→ **Directions for this task**
Pictures aside, repeat every record below exactly.

→ **Source material**
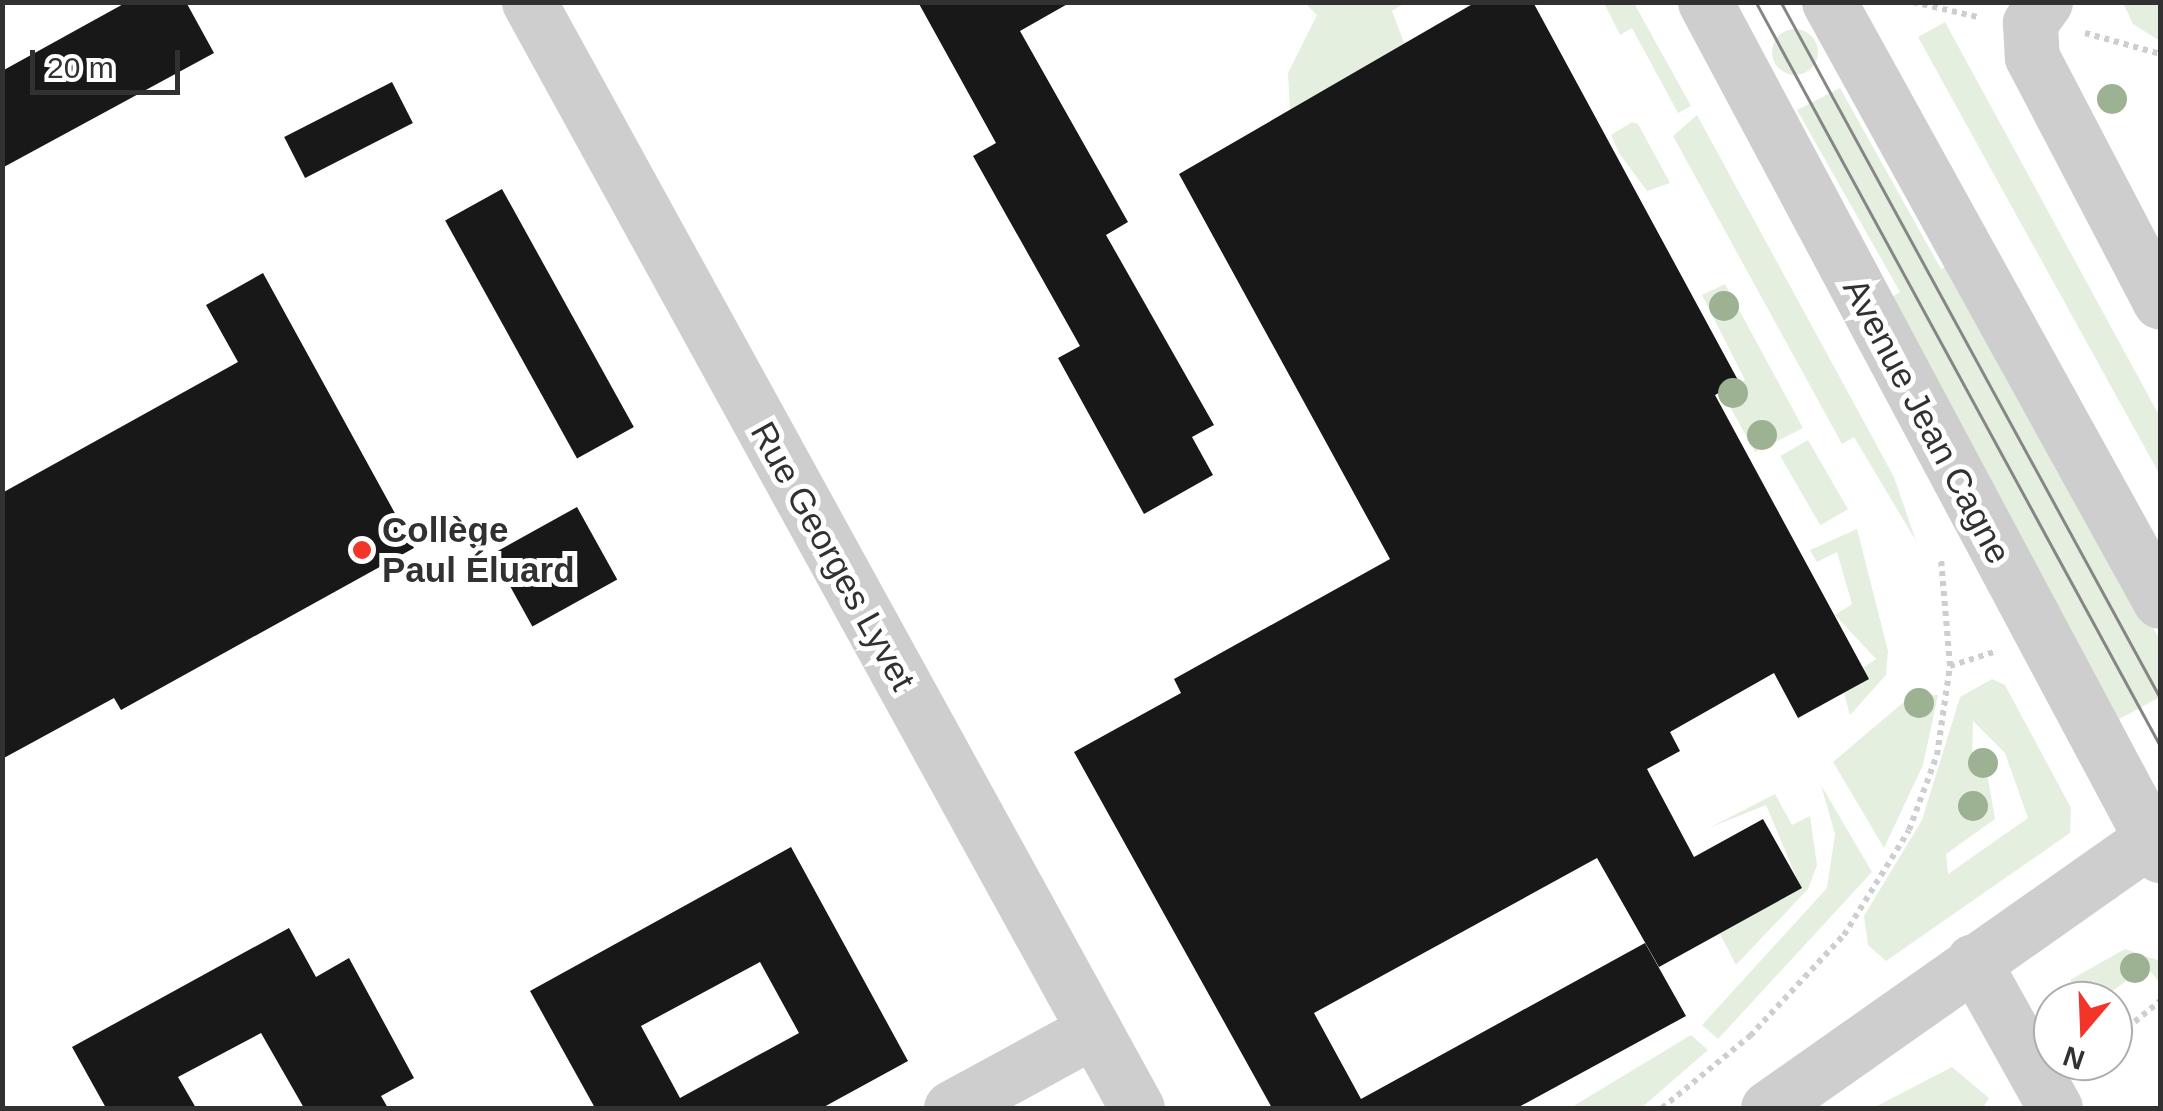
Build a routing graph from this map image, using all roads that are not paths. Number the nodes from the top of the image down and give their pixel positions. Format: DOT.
graph roads {
  1 [pos="529,2"];
  2 [pos="1829,2"];
  3 [pos="2044,2"];
  4 [pos="1727,10"];
  5 [pos="2160,302"];
  6 [pos="2160,601"];
  7 [pos="2157,842"];
  8 [pos="1973,962"];
  9 [pos="1094,1030"];
  10 [pos="951,1108"];
  11 [pos="1138,1108"];
  12 [pos="1768,1108"];
  13 [pos="2054,1108"];
  1 -- 9 [label="street, Rue Georges Lyvet"];
  2 -- 6 [label="street"];
  3 -- 5 [label="street"];
  4 -- 7 [label="street, Avenue Jean Cagne"];
  7 -- 8 [label="street"];
  8 -- 12 [label="street"];
  8 -- 13 [label="street"];
  9 -- 10 [label="street"];
  9 -- 11 [label="street, Rue Georges Lyvet"];
}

→ **Response box**
Build a routing graph from this map image, using all roads that are not paths. Number the nodes from the top of the image down and give their pixel positions. Format: DOT.
graph roads {
  1 [pos="529,2"];
  2 [pos="1829,2"];
  3 [pos="2044,2"];
  4 [pos="1727,10"];
  5 [pos="2160,302"];
  6 [pos="2160,601"];
  7 [pos="2157,842"];
  8 [pos="1973,962"];
  9 [pos="1094,1030"];
  10 [pos="951,1108"];
  11 [pos="1138,1108"];
  12 [pos="1768,1108"];
  13 [pos="2054,1108"];
  1 -- 9 [label="street, Rue Georges Lyvet"];
  2 -- 6 [label="street"];
  3 -- 5 [label="street"];
  4 -- 7 [label="street, Avenue Jean Cagne"];
  7 -- 8 [label="street"];
  8 -- 12 [label="street"];
  8 -- 13 [label="street"];
  9 -- 10 [label="street"];
  9 -- 11 [label="street, Rue Georges Lyvet"];
}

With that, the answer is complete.